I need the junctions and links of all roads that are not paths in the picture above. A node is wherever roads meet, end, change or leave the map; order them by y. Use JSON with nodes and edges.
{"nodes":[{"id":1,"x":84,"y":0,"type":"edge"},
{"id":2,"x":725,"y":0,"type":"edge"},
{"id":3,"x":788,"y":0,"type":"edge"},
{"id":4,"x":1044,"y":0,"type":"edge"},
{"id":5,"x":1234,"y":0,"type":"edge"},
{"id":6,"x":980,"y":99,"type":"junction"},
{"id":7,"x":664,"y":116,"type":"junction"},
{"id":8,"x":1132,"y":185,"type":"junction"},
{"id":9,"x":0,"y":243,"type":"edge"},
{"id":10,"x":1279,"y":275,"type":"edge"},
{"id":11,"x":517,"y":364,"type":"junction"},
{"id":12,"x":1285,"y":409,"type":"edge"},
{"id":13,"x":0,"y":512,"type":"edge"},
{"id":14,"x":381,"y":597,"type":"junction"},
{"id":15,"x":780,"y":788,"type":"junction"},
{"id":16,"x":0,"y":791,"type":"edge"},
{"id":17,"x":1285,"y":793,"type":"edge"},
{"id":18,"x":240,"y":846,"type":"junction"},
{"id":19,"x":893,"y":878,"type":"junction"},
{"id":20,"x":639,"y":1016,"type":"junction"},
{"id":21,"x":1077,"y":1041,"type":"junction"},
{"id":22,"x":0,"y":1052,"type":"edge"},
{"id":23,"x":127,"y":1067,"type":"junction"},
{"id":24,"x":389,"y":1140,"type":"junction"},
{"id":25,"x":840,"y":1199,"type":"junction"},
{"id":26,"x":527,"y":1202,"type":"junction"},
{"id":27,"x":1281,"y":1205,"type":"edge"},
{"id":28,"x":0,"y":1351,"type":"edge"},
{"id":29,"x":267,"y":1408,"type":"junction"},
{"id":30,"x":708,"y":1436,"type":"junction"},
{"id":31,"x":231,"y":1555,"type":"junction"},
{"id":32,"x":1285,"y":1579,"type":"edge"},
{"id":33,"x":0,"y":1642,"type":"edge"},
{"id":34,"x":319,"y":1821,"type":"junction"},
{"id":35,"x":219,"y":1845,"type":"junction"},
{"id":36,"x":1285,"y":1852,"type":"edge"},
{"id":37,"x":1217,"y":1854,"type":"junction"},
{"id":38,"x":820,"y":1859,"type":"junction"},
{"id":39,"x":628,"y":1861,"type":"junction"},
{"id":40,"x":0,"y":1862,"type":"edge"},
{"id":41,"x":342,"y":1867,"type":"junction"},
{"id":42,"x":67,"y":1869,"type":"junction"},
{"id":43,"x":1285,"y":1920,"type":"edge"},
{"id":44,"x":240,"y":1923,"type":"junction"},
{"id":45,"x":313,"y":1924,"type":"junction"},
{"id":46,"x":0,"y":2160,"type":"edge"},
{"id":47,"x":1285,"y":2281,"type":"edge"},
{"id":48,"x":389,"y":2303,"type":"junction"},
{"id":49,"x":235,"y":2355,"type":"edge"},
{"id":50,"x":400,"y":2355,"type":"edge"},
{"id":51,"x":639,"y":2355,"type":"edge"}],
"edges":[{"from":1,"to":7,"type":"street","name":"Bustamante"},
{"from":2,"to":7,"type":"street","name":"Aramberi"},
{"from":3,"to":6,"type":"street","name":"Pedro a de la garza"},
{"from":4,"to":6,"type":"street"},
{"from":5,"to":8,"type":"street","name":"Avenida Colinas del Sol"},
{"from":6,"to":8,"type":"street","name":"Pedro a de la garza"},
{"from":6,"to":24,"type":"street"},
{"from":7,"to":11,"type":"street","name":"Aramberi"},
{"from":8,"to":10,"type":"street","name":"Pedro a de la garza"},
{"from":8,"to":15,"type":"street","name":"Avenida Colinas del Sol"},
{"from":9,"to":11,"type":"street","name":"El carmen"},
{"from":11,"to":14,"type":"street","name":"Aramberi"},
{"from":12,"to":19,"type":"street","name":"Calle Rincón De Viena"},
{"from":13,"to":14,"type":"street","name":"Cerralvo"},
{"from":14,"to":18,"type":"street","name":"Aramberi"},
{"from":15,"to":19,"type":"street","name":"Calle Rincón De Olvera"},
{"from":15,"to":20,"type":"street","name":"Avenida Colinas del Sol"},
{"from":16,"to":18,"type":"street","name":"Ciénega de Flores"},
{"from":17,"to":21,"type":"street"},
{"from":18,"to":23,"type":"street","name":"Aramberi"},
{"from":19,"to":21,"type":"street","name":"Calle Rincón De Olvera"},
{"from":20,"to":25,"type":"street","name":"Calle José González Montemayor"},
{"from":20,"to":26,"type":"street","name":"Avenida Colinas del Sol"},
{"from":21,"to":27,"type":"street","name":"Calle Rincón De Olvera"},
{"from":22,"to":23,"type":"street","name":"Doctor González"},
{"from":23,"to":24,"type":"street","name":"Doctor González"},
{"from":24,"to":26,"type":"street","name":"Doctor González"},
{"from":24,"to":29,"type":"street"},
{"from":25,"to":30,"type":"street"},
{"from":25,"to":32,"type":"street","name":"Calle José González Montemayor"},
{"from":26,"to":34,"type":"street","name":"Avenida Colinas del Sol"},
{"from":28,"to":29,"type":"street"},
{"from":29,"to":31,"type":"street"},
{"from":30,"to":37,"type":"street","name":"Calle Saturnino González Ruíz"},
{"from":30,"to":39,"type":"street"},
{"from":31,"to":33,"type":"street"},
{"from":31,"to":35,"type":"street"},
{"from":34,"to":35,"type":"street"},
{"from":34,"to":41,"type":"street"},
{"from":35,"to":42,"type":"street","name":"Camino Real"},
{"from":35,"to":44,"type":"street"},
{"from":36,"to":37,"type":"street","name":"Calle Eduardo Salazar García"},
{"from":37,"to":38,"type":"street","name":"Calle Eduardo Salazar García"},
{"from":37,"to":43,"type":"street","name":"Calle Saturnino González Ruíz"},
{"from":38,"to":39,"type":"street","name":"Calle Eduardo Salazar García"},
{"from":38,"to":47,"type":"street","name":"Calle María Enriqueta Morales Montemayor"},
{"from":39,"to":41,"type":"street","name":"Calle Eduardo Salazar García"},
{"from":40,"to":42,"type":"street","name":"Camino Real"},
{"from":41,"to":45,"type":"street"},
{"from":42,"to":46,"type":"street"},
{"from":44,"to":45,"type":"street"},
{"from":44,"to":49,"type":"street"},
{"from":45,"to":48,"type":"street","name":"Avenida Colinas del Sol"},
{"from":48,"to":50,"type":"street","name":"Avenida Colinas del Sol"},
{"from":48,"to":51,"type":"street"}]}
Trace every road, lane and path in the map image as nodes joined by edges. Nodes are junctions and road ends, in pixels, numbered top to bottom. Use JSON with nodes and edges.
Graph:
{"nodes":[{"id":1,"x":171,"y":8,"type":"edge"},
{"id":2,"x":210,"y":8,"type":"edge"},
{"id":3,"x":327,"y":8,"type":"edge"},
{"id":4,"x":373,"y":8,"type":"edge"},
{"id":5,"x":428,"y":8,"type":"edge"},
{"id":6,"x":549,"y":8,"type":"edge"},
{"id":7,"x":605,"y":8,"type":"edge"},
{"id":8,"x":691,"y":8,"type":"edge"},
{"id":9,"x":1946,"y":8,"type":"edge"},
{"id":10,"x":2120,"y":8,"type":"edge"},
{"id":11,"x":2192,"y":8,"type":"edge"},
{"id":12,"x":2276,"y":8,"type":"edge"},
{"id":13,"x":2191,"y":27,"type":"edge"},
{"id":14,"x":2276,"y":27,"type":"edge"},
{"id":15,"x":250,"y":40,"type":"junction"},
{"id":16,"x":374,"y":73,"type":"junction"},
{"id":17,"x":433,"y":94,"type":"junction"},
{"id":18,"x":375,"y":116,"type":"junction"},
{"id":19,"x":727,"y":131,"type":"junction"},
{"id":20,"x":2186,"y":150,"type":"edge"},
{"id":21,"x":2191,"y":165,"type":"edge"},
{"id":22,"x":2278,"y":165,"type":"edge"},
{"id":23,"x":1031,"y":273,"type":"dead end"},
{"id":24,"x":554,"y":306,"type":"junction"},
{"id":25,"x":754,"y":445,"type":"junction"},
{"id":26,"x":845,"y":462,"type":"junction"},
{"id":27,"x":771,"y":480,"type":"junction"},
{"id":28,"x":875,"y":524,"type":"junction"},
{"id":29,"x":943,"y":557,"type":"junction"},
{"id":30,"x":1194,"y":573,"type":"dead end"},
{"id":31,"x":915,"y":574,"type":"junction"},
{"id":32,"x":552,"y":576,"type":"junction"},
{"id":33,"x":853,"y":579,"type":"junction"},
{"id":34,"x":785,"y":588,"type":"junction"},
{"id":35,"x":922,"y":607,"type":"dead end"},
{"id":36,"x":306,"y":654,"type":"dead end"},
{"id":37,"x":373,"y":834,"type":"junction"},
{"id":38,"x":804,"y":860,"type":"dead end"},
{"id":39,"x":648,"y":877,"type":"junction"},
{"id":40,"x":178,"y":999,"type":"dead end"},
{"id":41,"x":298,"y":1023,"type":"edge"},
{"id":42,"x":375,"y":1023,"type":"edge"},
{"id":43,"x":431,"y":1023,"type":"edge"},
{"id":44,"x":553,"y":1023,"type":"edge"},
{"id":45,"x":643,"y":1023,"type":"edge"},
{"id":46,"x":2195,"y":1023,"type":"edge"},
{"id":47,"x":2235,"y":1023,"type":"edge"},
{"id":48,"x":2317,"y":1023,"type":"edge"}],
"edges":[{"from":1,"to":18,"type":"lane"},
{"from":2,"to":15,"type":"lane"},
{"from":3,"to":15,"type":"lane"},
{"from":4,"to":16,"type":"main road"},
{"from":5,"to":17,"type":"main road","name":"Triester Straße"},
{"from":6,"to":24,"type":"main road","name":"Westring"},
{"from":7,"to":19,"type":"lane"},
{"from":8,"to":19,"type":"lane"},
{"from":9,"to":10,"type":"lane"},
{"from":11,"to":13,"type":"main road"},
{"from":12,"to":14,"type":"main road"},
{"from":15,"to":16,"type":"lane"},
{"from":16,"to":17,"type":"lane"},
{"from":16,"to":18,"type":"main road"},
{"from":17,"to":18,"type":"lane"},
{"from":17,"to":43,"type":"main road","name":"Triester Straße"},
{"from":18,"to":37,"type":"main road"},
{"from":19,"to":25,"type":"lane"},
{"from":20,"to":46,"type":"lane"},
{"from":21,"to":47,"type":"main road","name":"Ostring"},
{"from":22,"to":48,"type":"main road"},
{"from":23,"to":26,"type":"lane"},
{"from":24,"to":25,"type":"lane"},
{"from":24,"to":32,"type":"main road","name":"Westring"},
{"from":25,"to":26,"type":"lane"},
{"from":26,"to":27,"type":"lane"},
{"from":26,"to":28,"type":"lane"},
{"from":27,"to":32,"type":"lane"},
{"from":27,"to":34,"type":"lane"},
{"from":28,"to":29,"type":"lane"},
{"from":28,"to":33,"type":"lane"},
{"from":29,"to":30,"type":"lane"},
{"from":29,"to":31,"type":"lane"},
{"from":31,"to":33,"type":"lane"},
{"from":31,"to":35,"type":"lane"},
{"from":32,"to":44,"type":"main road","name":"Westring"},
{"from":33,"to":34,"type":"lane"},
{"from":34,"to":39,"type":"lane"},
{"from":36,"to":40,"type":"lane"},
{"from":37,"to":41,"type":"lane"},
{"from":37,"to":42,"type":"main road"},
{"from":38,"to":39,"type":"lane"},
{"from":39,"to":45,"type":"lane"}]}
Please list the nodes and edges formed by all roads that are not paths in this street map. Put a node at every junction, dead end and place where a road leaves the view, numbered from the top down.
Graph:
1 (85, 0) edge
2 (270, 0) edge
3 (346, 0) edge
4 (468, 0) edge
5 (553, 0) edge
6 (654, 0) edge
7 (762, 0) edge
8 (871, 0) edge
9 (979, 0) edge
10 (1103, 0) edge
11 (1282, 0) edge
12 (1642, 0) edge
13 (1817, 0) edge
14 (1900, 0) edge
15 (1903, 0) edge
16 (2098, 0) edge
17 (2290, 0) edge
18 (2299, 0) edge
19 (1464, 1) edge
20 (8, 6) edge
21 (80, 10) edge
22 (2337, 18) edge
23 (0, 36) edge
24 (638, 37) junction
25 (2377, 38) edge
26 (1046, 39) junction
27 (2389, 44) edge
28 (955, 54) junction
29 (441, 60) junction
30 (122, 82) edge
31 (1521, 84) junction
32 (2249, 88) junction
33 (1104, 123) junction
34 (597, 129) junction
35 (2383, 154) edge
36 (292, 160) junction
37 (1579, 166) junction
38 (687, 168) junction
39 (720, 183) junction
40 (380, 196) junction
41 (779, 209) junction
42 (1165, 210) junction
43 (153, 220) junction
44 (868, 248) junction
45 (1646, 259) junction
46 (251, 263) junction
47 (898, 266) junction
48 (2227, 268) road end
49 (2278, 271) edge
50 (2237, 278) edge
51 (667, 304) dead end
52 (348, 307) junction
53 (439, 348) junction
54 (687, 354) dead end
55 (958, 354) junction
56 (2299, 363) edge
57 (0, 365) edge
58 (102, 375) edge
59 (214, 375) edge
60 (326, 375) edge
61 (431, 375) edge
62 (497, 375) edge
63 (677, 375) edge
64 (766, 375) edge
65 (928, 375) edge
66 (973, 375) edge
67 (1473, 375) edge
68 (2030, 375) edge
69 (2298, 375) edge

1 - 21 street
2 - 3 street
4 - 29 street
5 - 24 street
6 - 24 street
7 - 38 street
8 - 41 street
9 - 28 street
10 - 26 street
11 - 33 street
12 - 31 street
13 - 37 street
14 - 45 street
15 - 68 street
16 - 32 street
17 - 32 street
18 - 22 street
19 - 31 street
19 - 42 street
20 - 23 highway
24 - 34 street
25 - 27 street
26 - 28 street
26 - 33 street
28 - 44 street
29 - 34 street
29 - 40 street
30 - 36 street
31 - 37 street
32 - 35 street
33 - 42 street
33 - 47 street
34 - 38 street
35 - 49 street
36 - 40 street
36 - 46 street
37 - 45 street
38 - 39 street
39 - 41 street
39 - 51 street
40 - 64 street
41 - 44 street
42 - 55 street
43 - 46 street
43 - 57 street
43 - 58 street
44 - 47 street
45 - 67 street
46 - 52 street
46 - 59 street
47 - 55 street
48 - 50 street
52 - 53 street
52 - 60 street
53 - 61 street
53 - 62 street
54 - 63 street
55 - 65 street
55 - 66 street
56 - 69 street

____

TASK:
Copy every line of the listing where the word "Real" appears.

COMPLETED TASK:
{"from":35,"to":42,"type":"street","name":"Camino Real"},
{"from":40,"to":42,"type":"street","name":"Camino Real"},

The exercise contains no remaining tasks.